* What the task requires: Write out the entries below exactly, from the first line to the one with "Quick job: Parse", both ends included.

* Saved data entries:
= Beginning of Section =

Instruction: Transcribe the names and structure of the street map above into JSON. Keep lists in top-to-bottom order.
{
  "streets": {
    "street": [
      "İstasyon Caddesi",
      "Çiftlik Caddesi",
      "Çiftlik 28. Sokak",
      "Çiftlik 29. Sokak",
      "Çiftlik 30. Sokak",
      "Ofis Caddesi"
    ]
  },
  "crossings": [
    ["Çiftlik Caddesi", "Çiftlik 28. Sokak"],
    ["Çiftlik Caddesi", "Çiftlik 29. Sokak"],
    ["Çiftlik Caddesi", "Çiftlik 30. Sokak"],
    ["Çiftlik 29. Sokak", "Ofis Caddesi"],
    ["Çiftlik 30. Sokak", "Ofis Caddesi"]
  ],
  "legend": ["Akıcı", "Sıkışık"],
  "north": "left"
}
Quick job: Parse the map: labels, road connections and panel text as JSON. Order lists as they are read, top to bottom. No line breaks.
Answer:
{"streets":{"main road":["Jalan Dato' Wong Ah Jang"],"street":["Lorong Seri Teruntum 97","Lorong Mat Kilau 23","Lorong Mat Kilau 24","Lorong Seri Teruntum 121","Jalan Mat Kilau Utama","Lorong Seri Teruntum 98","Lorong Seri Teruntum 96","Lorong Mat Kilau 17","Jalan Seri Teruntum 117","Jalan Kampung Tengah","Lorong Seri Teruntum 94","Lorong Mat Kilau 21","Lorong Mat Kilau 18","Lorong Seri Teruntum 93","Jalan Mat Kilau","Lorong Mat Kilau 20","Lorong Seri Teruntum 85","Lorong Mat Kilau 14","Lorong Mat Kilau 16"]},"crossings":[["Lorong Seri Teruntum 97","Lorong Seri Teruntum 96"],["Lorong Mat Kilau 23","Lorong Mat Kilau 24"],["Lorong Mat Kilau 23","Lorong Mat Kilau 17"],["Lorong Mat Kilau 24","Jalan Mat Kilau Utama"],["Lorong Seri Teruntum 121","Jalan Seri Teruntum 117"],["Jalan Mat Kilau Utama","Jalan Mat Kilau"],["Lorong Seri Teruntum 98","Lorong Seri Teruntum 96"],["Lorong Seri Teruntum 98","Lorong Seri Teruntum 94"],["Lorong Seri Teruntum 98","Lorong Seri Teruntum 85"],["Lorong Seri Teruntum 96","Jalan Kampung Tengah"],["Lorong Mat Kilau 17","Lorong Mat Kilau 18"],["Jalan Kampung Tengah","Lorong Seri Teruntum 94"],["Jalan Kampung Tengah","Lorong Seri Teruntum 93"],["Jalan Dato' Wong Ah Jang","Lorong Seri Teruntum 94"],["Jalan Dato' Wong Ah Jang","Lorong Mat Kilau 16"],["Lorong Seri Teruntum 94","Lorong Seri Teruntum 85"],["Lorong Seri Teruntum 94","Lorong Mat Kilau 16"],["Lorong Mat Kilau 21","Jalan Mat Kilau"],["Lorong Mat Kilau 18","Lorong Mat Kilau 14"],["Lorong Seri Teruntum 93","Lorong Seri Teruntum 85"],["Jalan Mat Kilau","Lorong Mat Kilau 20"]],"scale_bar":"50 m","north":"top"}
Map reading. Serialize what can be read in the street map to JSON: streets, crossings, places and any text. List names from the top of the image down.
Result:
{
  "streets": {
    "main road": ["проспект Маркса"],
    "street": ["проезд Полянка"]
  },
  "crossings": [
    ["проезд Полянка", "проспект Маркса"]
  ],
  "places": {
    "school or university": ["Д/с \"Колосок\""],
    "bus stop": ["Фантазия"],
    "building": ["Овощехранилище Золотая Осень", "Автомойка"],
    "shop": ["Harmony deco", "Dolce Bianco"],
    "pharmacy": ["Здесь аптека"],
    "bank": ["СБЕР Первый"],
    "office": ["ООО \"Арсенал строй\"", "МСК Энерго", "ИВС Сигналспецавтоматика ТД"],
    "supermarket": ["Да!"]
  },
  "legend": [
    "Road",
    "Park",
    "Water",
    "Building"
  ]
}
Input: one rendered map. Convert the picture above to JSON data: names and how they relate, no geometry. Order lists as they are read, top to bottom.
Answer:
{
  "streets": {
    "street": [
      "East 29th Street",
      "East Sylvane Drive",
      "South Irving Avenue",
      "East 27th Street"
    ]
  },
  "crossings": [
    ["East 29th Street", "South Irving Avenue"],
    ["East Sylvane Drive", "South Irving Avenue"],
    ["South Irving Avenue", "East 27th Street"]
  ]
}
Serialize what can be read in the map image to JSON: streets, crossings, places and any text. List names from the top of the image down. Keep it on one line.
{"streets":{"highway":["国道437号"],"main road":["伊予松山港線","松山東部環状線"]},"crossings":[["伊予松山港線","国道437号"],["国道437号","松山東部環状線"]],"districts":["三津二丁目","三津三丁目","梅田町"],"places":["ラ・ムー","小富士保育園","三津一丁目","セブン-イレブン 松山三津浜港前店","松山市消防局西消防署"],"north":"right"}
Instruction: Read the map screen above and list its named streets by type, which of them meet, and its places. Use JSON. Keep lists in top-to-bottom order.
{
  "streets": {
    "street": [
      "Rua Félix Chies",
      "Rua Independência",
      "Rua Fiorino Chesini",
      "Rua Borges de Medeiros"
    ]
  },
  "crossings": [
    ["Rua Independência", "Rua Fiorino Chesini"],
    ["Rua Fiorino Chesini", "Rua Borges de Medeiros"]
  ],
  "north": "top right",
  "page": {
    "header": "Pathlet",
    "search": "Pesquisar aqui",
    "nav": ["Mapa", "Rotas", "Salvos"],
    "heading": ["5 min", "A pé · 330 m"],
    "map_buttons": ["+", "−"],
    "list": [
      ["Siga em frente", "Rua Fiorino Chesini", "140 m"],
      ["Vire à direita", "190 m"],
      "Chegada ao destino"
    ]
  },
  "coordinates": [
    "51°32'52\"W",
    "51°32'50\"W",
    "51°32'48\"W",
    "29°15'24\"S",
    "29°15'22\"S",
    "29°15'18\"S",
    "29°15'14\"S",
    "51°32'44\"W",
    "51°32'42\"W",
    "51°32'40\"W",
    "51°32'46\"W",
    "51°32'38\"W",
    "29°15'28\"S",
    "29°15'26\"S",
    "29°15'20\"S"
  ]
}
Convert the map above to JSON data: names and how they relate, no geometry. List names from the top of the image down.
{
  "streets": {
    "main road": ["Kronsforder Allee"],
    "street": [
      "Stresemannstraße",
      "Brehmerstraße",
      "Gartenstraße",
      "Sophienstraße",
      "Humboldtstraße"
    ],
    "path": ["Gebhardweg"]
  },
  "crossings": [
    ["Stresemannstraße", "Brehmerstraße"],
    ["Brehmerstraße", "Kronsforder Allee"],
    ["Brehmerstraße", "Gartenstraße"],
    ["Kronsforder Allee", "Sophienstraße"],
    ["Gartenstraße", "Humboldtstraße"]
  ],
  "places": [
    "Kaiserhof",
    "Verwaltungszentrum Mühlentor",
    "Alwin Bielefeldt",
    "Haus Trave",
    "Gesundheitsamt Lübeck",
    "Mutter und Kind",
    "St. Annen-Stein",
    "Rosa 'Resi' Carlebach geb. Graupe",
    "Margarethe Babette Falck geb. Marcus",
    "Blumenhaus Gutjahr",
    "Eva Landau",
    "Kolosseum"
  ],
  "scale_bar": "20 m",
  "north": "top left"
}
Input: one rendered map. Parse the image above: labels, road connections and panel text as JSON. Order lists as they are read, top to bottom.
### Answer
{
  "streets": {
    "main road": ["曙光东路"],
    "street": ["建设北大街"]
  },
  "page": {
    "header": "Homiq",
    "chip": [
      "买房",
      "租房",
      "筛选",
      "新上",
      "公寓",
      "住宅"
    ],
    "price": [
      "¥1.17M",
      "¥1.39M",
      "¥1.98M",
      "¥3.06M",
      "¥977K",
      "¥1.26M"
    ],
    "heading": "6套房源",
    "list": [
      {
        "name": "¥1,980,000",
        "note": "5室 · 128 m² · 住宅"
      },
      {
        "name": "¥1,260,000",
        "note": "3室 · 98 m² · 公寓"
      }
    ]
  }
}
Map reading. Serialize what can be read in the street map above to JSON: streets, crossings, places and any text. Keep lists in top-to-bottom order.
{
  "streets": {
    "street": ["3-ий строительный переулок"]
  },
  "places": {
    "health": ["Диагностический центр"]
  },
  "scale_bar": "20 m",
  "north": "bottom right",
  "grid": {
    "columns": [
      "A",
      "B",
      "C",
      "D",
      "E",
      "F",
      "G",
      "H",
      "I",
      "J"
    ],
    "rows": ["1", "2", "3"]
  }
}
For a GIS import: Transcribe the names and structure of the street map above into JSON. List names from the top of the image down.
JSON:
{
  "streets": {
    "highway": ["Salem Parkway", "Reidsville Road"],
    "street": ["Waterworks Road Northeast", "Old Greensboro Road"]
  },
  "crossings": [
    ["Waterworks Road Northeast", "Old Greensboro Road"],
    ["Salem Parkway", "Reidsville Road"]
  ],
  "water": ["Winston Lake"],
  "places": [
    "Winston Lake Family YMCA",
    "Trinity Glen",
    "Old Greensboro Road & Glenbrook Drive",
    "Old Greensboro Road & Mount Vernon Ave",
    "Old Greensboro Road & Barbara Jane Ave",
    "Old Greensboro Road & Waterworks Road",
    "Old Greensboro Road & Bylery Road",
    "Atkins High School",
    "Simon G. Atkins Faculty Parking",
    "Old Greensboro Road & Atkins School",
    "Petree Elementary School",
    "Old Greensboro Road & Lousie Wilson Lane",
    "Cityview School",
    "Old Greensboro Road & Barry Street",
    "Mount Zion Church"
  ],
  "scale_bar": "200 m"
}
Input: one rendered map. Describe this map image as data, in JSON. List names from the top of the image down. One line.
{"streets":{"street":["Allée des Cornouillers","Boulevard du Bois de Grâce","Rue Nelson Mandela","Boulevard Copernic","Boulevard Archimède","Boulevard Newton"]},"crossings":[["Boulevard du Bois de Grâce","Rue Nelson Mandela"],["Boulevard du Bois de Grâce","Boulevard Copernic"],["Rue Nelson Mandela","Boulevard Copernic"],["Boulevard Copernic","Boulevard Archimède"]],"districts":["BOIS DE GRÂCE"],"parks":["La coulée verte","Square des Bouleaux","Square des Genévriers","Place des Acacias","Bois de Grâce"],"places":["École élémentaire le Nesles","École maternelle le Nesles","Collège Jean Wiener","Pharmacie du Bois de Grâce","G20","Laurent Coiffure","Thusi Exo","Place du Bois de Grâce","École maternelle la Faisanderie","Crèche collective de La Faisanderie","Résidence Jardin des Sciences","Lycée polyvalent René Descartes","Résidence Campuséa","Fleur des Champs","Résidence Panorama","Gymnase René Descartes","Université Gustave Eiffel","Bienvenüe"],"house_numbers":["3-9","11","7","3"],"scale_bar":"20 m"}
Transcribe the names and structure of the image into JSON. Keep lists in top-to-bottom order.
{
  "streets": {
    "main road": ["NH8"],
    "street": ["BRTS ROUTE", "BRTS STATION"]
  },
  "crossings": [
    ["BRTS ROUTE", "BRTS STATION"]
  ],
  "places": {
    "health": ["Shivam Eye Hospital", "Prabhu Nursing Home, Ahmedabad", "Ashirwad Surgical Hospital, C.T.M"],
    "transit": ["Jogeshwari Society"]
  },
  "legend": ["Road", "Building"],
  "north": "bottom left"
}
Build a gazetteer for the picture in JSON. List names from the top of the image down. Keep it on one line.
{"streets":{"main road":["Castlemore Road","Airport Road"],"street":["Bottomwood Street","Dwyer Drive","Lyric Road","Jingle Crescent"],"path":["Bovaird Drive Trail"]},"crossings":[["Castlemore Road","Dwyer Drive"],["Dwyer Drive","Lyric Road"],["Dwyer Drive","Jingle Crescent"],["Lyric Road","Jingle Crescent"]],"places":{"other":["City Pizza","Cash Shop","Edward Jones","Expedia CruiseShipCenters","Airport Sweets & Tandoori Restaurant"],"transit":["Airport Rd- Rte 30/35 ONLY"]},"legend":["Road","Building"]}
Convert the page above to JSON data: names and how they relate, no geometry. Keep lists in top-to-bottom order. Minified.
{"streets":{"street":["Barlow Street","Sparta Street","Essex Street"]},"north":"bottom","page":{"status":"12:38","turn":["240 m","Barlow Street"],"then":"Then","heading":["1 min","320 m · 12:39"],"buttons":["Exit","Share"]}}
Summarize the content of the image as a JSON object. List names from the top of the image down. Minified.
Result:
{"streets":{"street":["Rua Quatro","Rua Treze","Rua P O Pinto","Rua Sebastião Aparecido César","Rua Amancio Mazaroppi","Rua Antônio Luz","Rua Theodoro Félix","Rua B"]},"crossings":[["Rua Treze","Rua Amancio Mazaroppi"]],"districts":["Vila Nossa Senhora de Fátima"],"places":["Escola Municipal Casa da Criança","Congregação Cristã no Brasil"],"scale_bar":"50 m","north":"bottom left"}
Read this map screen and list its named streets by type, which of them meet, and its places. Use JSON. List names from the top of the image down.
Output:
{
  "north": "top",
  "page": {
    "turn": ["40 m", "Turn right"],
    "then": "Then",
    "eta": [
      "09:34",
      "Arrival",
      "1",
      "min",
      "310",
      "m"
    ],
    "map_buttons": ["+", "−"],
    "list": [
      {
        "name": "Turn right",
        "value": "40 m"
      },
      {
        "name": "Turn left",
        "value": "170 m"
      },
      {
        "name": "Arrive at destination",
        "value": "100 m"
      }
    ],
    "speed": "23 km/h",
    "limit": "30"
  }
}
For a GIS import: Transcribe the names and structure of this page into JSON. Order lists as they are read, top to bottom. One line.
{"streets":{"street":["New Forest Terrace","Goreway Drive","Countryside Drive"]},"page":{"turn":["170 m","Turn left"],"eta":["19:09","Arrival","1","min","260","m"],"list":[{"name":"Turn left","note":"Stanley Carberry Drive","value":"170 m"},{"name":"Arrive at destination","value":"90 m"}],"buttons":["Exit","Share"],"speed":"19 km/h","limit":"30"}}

= End of Section =

* Answer section:
Instruction: Transcribe the names and structure of the street map above into JSON. Keep lists in top-to-bottom order.
{
  "streets": {
    "street": [
      "İstasyon Caddesi",
      "Çiftlik Caddesi",
      "Çiftlik 28. Sokak",
      "Çiftlik 29. Sokak",
      "Çiftlik 30. Sokak",
      "Ofis Caddesi"
    ]
  },
  "crossings": [
    ["Çiftlik Caddesi", "Çiftlik 28. Sokak"],
    ["Çiftlik Caddesi", "Çiftlik 29. Sokak"],
    ["Çiftlik Caddesi", "Çiftlik 30. Sokak"],
    ["Çiftlik 29. Sokak", "Ofis Caddesi"],
    ["Çiftlik 30. Sokak", "Ofis Caddesi"]
  ],
  "legend": ["Akıcı", "Sıkışık"],
  "north": "left"
}
Quick job: Parse the map: labels, road connections and panel text as JSON. Order lists as they are read, top to bottom. No line breaks.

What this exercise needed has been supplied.